Tuesday, May 2, 2006

The Only Thing We Have to Fear is Fear Itself

It is 11:55 pm and I am a one-woman Kinko's in my office.

Our major fundraiser is on Thursday and we've brought a lot of our communications in house this year. Within the past month I have done website updates, blog updates, powerpoint presentations, photo archiving, taught myself and others basics of video and audio editing, and created print materials on a rather aggressive deadline.

It's exciting to meet the challenge, but I know that I'm going to need a resty-rest after Thursday. I'm hoping to treat myself to A Prairie Home Companion, the closer to the San Francisco International Film Festival.

I have a thing for Garrison Keillor's storytelling. And fiddles. I'm nuts over the "Powdered Milk Biscuit" theme song.

Today I have been reminded of fears that I need to face, the first of which is getting my deposit back from my previous landlord and the second of which is that I need to let go of my need to play the violin perfectly. My perfectionist can undermine a lot of my efforts.

My teacher yesterday asked me to look at a scale while fingering the notes and bowing long. She asked me if I understood why notes were sharp on the staff and I stood at the music, feeling illiterate. But my 9 year old girl self wanted to have the right answer. She wanted to be right. She wanted her teacher's approval.

And my mind froze.

I drew a sour bow across the strings. My hands tensed and the B note she asked me to stretch my pinky finger to achieve seemed like an impossible yoga asana that can only be achieved via some fancy Photoshop techniques.

She noticed this and reminded me that I am learning and to relax.

I breathed and almost chuckled at myself in the car after feeling a tear reach the corner of my eye. In my mind, in that instant when I couldn't perform, I felt like I had failed.

But I am taking these classes for myself. I want to learn how to create music.
How can that be a failure?

During this morning's conversation I raced into comparison mode, where I felt the woman on the other line is an illustration of strength and endurance. She knows how to speak up for herself and others. And my mind chastised me, questioned my authenticity, because I don't feel that I self-advocate well and therefore I should question how I advocate for others.

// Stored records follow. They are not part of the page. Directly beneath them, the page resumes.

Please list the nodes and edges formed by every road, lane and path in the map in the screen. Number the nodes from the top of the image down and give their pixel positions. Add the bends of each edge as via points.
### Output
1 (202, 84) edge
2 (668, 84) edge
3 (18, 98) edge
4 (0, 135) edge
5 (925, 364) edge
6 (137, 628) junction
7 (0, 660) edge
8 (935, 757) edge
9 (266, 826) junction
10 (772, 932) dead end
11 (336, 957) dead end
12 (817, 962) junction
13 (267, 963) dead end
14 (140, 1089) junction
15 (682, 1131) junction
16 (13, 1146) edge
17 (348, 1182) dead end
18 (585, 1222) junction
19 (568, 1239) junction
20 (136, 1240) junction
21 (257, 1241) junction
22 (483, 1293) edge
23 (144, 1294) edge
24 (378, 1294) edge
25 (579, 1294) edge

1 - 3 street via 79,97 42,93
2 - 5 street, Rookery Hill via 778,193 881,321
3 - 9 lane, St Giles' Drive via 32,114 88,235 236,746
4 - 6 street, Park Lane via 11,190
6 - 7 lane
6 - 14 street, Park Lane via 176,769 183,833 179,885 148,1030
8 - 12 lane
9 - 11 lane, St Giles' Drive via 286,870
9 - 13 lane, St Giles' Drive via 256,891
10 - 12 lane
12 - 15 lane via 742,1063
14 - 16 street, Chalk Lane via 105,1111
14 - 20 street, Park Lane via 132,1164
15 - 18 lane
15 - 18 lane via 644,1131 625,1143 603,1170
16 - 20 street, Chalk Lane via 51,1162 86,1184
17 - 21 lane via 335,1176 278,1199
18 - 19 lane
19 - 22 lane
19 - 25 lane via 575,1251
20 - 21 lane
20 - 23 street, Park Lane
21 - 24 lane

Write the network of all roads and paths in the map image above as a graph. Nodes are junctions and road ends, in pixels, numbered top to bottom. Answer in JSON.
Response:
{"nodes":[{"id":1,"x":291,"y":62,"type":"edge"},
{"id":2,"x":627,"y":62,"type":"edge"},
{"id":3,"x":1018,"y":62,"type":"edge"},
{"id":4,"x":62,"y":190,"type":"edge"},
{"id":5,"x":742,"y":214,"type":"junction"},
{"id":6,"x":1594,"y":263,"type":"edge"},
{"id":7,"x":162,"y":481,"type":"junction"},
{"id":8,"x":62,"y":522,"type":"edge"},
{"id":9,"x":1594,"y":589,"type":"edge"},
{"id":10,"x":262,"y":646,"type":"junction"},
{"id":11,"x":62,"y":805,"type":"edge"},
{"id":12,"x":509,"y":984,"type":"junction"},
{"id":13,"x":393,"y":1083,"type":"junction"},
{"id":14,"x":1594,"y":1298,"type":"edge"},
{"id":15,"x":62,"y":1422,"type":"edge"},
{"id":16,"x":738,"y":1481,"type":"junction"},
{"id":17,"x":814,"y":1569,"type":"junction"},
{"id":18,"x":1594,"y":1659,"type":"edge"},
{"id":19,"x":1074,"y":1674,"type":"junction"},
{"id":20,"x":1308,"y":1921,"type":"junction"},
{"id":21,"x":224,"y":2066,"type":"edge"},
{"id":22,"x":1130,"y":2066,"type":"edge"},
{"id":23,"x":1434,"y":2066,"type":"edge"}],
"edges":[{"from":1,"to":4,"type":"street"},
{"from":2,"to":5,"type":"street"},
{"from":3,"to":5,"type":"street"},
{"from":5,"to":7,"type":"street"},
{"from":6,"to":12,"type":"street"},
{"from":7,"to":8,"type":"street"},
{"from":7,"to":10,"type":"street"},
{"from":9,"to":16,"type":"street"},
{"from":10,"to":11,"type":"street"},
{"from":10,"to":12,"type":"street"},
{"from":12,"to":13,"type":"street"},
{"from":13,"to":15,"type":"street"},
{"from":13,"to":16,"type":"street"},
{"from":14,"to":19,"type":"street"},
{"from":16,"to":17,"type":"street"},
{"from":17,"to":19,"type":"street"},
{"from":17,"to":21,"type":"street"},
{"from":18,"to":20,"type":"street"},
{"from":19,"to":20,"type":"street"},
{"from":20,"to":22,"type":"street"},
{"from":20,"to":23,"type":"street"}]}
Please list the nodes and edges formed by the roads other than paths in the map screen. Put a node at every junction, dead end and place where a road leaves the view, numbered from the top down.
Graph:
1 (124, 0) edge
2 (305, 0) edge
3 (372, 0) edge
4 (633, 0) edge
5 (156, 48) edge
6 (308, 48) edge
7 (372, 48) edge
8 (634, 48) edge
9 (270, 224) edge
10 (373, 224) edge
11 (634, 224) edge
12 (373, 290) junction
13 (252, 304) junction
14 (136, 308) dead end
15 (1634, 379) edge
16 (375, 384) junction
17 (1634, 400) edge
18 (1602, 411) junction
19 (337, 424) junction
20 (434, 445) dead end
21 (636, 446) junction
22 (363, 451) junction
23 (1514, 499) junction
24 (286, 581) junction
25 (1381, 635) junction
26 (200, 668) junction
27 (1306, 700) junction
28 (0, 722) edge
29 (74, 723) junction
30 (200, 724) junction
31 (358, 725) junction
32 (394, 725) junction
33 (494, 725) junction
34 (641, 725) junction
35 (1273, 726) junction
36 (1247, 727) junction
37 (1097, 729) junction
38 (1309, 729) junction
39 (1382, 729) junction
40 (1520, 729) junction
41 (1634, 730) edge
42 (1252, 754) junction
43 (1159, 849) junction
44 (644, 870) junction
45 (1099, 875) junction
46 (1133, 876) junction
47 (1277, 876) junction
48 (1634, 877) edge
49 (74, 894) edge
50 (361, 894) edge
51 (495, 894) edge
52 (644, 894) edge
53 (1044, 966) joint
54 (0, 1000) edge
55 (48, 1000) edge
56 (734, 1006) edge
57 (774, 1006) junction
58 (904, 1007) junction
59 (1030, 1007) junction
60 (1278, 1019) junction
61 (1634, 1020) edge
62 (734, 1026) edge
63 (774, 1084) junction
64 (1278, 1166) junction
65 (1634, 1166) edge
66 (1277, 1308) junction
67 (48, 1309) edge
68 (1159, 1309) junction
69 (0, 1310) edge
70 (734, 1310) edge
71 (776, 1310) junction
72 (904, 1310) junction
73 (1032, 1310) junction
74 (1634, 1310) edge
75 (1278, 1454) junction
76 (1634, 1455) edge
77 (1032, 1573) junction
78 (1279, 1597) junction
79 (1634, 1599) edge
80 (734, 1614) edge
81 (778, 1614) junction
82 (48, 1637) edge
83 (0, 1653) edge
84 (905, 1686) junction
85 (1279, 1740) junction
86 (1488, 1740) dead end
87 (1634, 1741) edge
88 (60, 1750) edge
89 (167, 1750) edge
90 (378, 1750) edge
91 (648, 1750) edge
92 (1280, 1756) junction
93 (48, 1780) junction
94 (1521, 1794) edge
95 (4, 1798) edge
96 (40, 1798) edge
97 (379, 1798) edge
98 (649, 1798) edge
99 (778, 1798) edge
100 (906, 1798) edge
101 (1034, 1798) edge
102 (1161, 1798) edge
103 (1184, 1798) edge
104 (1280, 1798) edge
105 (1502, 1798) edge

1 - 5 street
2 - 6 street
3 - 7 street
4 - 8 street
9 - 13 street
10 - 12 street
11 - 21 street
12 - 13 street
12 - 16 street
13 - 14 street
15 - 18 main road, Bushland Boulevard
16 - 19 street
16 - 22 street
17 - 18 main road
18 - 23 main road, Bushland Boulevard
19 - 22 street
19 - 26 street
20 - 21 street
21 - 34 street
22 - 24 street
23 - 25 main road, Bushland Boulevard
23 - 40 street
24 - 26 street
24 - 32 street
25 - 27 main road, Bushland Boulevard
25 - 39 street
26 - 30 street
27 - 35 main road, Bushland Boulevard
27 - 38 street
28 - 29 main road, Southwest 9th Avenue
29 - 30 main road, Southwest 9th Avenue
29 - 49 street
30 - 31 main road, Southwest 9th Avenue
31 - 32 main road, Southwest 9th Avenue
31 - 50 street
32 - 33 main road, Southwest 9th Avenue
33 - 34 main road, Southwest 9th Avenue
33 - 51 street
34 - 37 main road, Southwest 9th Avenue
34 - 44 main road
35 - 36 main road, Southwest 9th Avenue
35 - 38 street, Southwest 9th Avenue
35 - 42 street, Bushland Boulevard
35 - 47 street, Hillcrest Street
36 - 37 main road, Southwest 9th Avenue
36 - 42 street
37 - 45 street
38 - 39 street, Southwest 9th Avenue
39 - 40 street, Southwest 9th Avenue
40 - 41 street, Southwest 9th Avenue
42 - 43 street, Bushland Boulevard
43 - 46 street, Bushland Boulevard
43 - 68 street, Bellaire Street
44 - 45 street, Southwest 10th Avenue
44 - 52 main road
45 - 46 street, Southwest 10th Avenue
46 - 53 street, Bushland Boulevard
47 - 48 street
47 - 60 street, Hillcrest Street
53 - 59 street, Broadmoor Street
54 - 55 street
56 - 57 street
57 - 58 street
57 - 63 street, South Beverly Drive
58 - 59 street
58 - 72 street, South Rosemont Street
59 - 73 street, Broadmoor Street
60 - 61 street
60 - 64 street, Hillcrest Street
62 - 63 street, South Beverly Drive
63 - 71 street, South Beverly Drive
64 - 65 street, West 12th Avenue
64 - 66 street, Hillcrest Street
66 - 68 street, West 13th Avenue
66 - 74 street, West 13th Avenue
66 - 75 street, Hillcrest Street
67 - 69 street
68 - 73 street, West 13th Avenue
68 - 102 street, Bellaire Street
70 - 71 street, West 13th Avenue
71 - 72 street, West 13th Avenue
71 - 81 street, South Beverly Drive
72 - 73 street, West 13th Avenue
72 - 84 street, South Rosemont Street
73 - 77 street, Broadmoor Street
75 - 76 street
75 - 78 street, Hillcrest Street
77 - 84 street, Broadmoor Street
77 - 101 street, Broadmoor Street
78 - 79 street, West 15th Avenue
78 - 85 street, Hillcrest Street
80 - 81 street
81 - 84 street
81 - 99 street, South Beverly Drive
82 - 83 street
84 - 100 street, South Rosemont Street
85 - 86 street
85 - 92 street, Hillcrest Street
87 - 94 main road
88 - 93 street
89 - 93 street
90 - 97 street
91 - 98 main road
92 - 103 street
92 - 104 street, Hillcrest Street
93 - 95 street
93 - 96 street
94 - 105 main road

In the end the only advocate I have is myself, and while on the phone this morning with a friend I haven't spoken with in a long time, I began to cry.

Hey, man. I've been dealing with my stresses a little better.

Sure, I had shingles and couldn't walk for a few days. I've been making SOME semblance of decisions...deciding what's intolerable and what to do... I just felt during our conversation that I've been really hiking up my pants and digging deep into myself and working my ass off.

Our conversation left me feeling like I wasn't working hard enough. Like I don't value myself enough to just do what I consider so hard.

This mental demon is so funny.

And yet a week ago I thought I advocated pretty well for myself, setting boundaries and such.

DRAG RACING
So outside of my office there is a drag race happening in the back alley. Wheels are squeaking and even if I was done with my work, I don't know if I would walk outside right now.

The aggressive growl of an engine and the screeches of wheels suddenly jerked in a different direction doesn't seem like safe territory for a pedestrian.

My car is happily parked in the Best Buy parking lot a mere 100 yards away.

Dang. I have to get web access at home, because then I could do this layout and stuff at home.

Hrm...

I have a candle lit and am listening to Richard Souther's "The Music of Hildegard von Bingen". It came out on the heels of all that Gregorian Chant that was uber-cool in the mid-1990s. She was a composer in the 13th century and was reported to have visions all the time. Modern explanation might say she had severe migraines. But, some of her music is just awesome. If you can get past the perhaps over produced beats, the vocals on this album are amazing. I really dig "Vision (O Euchari In Leta Via)."

3 comments:

B said...

A friend of mine is a grad student at the school of Theology in Berkeley. Her focus is mysticism, and the mystic that her thesis is on is Hildegaard Von Bingen.

Anonymous said...

My boyfriend just wrote a paper on Hildegard for his music history class.
-Rachel K.

Anonymous said...

Very best site. Keep working. Will return in the near future.
»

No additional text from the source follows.